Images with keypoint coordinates
○ ○ ○ ○

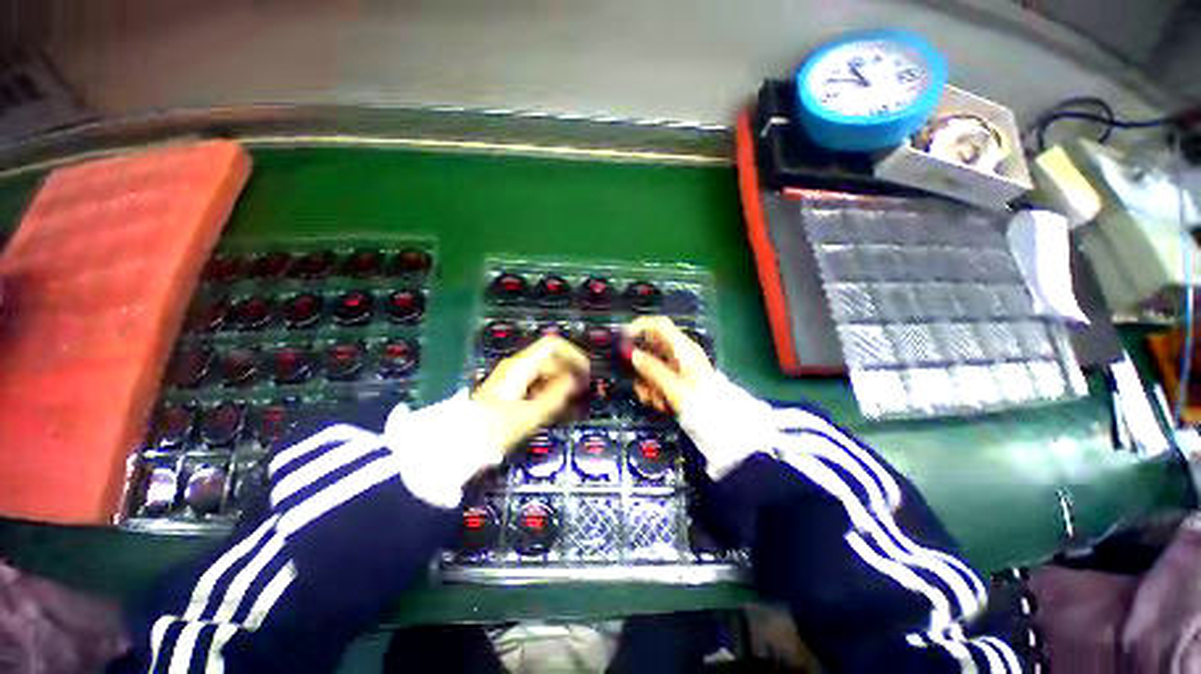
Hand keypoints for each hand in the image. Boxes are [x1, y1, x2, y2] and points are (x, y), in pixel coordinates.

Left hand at [472, 335, 588, 455]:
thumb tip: (575, 380)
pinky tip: (553, 401)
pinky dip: (549, 385)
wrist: (464, 439)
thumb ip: (558, 393)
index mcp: (521, 365)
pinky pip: (536, 378)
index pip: (553, 344)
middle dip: (568, 369)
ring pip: (544, 368)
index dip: (573, 354)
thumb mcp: (533, 412)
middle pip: (550, 356)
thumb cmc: (498, 426)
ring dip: (560, 378)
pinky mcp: (510, 385)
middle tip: (580, 388)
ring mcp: (512, 373)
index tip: (584, 370)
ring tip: (570, 397)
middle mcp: (517, 364)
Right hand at [623, 316, 713, 414]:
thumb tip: (633, 354)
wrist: (723, 423)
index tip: (624, 340)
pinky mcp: (678, 379)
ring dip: (647, 383)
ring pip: (652, 366)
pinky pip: (659, 378)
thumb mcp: (673, 386)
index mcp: (683, 348)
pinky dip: (655, 390)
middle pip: (652, 348)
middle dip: (641, 366)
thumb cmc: (700, 402)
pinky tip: (659, 404)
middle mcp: (680, 353)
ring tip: (652, 400)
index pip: (659, 324)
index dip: (640, 326)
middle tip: (637, 383)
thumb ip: (652, 368)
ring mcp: (679, 366)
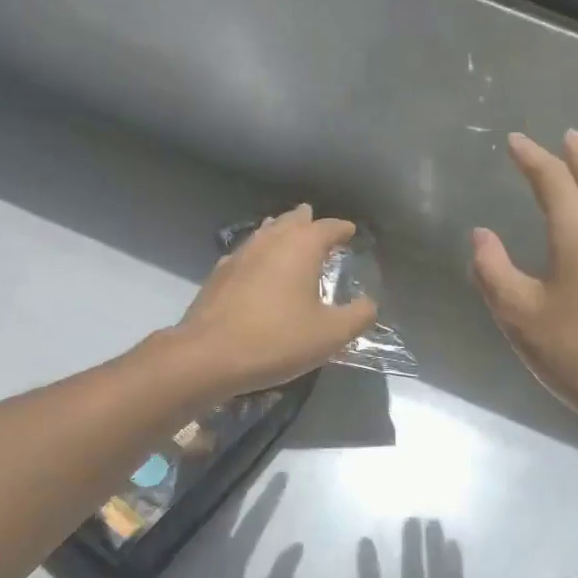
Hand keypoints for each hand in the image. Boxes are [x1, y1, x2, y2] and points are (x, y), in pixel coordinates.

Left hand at [120, 474, 300, 577]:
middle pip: (228, 515)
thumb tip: (296, 546)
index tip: (281, 475)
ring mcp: (184, 562)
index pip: (253, 520)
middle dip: (245, 494)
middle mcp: (203, 552)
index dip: (268, 498)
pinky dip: (209, 527)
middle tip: (255, 472)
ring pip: (209, 525)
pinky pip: (194, 540)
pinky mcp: (170, 575)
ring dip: (225, 507)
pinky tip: (215, 525)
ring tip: (239, 491)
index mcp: (227, 559)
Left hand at [175, 204, 377, 394]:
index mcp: (300, 247)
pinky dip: (259, 252)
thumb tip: (369, 304)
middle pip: (291, 220)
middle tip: (316, 221)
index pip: (327, 227)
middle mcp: (269, 241)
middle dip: (307, 220)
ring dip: (280, 231)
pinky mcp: (218, 275)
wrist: (208, 356)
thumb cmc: (276, 340)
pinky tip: (257, 266)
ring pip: (265, 232)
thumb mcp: (330, 335)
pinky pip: (246, 252)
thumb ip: (358, 316)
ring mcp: (239, 255)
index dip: (342, 228)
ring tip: (288, 234)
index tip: (351, 231)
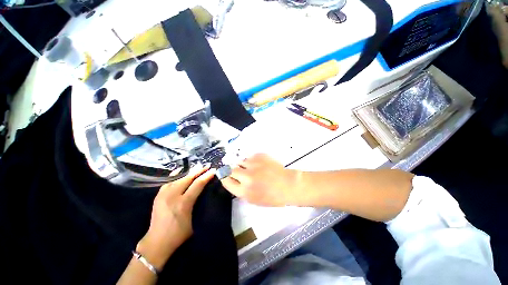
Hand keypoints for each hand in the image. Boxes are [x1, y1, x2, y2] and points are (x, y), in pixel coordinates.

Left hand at [137, 166, 215, 269]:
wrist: (157, 242)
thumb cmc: (179, 234)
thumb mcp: (193, 220)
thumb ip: (197, 204)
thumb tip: (202, 192)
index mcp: (184, 203)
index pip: (198, 185)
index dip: (206, 176)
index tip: (213, 170)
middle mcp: (173, 196)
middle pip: (188, 178)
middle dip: (199, 171)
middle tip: (207, 165)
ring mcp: (164, 195)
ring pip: (179, 178)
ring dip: (189, 172)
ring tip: (197, 167)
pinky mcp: (158, 196)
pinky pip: (168, 181)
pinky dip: (176, 175)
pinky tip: (180, 170)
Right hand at [221, 154, 300, 205]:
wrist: (288, 184)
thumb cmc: (273, 196)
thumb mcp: (254, 200)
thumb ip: (241, 191)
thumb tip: (234, 181)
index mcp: (244, 191)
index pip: (226, 181)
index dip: (224, 178)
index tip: (225, 175)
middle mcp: (246, 177)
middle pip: (231, 169)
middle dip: (232, 170)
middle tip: (239, 171)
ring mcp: (253, 164)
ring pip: (241, 161)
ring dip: (244, 165)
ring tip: (252, 168)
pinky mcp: (259, 156)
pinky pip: (250, 156)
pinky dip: (252, 160)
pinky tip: (259, 164)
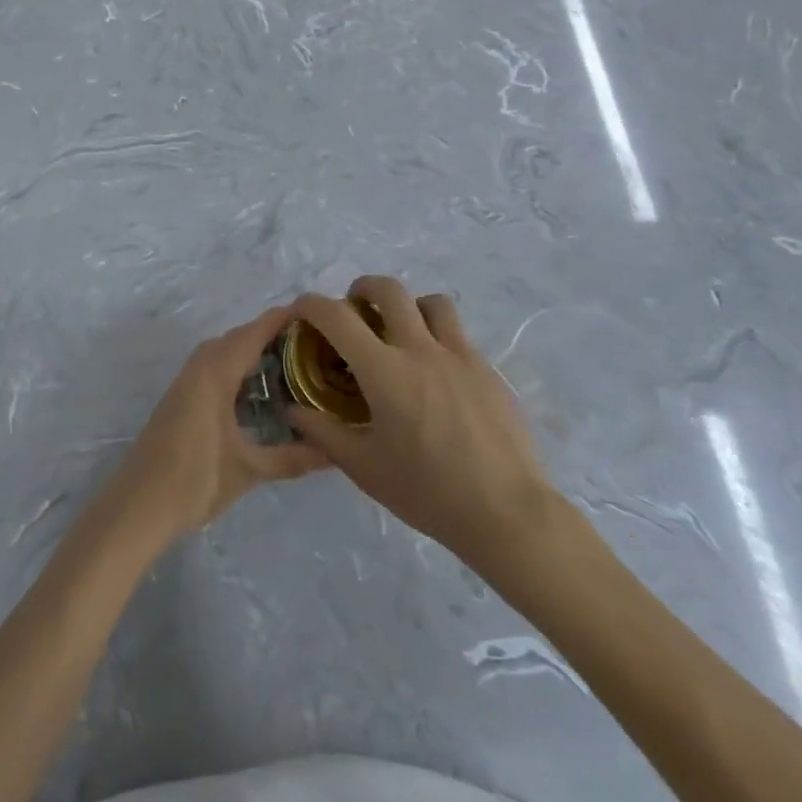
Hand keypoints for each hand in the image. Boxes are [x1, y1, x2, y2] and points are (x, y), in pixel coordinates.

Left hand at [109, 307, 329, 541]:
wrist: (137, 506)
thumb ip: (292, 458)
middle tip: (311, 346)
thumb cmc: (193, 481)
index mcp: (215, 374)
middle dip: (271, 335)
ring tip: (290, 365)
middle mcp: (199, 368)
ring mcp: (185, 382)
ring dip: (252, 350)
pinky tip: (256, 391)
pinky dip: (236, 366)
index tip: (316, 316)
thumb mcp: (248, 470)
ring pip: (223, 351)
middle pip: (238, 337)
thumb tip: (334, 453)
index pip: (253, 333)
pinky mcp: (179, 397)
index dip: (282, 320)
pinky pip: (213, 366)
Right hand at [287, 278, 565, 586]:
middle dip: (363, 288)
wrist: (508, 513)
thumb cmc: (429, 492)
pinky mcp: (487, 370)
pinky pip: (458, 334)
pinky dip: (438, 336)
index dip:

○ ○ ○ ○

→ **Goal of the exercise**
Print each entry shown above with exact wording and no pictures.

→ **Output of the task**
Hand keypoints for each hand in the image. Boxes are [x1, y1, x2, y2] and points are (x, y), in pixel coordinates.

Left hand at [472, 335, 588, 455]:
thumb tip: (575, 380)
pinky tip: (553, 401)
pinky dip: (549, 385)
wrist: (464, 439)
thumb ip: (558, 393)
index mcp: (521, 365)
pinky pip: (536, 378)
index pip: (553, 344)
middle dip: (568, 369)
ring pip: (544, 368)
index dip: (573, 354)
thumb mcp: (533, 412)
middle pip: (550, 356)
thumb cmc: (498, 426)
ring dip: (560, 378)
pinky mcp: (510, 385)
middle tip: (580, 388)
ring mcp: (512, 373)
index tip: (584, 370)
ring tip: (570, 397)
middle mcp: (517, 364)
Right hand at [623, 316, 713, 414]:
thumb tip: (633, 354)
wrist: (723, 423)
index tip: (624, 340)
pinky mcp: (678, 379)
ring dip: (647, 383)
ring pip: (652, 366)
pinky pip: (659, 378)
thumb mcp: (673, 386)
index mcp: (683, 348)
pinky dip: (655, 390)
middle pip: (652, 348)
middle dip: (641, 366)
thumb cmc: (700, 402)
pinky tip: (659, 404)
middle mcp: (680, 353)
ring tip: (652, 400)
index pip: (659, 324)
index dip: (640, 326)
middle tip: (637, 383)
thumb ip: (652, 368)
ring mcp: (679, 366)
Hand keypoints for each hand in the image. Boxes are [x1, y1, x2, y2] and points are (x, y), in pixel coordinates.

Left hand at [120, 474, 300, 577]:
middle pip: (228, 515)
thumb tip: (296, 546)
index tip: (281, 475)
ring mcp: (184, 562)
index pip: (253, 520)
middle dip: (245, 494)
middle mcp: (203, 552)
index dip: (268, 498)
pinky dip: (209, 527)
middle tip: (255, 472)
ring pip: (209, 525)
pinky pip: (194, 540)
pinky mcp: (170, 575)
ring dip: (225, 507)
pinky tip: (215, 525)
ring tip: (239, 491)
index mcp: (227, 559)
Left hand at [175, 204, 377, 394]:
index mcp: (300, 247)
pinky dip: (259, 252)
thumb tip: (369, 304)
middle pip: (291, 220)
middle tip: (316, 221)
index pip: (327, 227)
middle mcp: (269, 241)
middle dip: (307, 220)
ring dip: (280, 231)
pinky mcp: (218, 275)
wrist: (208, 356)
thumb cmc: (276, 340)
pinky tip: (257, 266)
ring pip: (265, 232)
thumb mcp: (330, 335)
pinky pip: (246, 252)
thumb ip: (358, 316)
ring mcp: (239, 255)
index dip: (342, 228)
ring tip: (288, 234)
index tip: (351, 231)
Hand keypoints for each hand in the image. Boxes are [x1, y1, x2, y2] and points are (x, y), in pixel coordinates.

Left hand at [137, 166, 215, 269]:
wrist: (157, 242)
thumb cmc: (179, 234)
thumb mcp: (193, 220)
thumb ip: (197, 204)
thumb tip: (202, 192)
index mcp: (184, 203)
index pip: (198, 185)
index dip: (206, 176)
index tip: (213, 170)
middle mcp: (173, 196)
middle pip: (188, 178)
middle dip: (199, 171)
middle tip: (207, 165)
ring mcp: (164, 195)
ring pip: (179, 178)
ring dip: (189, 172)
ring tip: (197, 167)
pinky mcp: (158, 196)
pinky pip: (168, 181)
pinky dip: (176, 175)
pinky tip: (180, 170)
Right hand at [221, 154, 300, 205]:
wrist: (288, 184)
thumb cmc: (273, 196)
thumb mcp: (254, 200)
thumb ip: (241, 191)
thumb tip: (234, 181)
index mcp: (244, 191)
index pip: (226, 181)
index dip: (224, 178)
index tip: (225, 175)
middle mcp: (246, 177)
middle pip: (231, 169)
middle dip: (232, 170)
middle tip: (239, 171)
ring mcp: (253, 164)
ring pip: (241, 161)
ring dip: (244, 165)
ring tip: (252, 168)
pinky mcp: (259, 156)
pinky pip: (250, 156)
pinky dip: (252, 160)
pinky tip: (259, 164)
Hand keypoints for each hand in the image. Boxes are [x1, y1, x2, y2] and points are (x, y), in pixel coordinates.

Left hand at [109, 307, 329, 541]:
wrist: (137, 506)
thumb ip: (292, 458)
middle tip: (311, 346)
thumb cmc: (193, 481)
index mcp: (215, 374)
middle dip: (271, 335)
ring tip: (290, 365)
middle mcp: (199, 368)
ring mcp: (185, 382)
ring dip: (252, 350)
pinky tip: (256, 391)
pinky dip: (236, 366)
index tip: (316, 316)
thumb mcp: (248, 470)
ring pip: (223, 351)
middle pip: (238, 337)
thumb tip: (334, 453)
index pip: (253, 333)
pinky mcp: (179, 397)
index dip: (282, 320)
pinky pip: (213, 366)
Right hand at [287, 278, 565, 586]:
middle dip: (363, 288)
wrist: (508, 513)
thumb cmc: (429, 492)
pinky mcp: (487, 370)
pinky pip: (458, 334)
pinky dip: (438, 336)
index dip:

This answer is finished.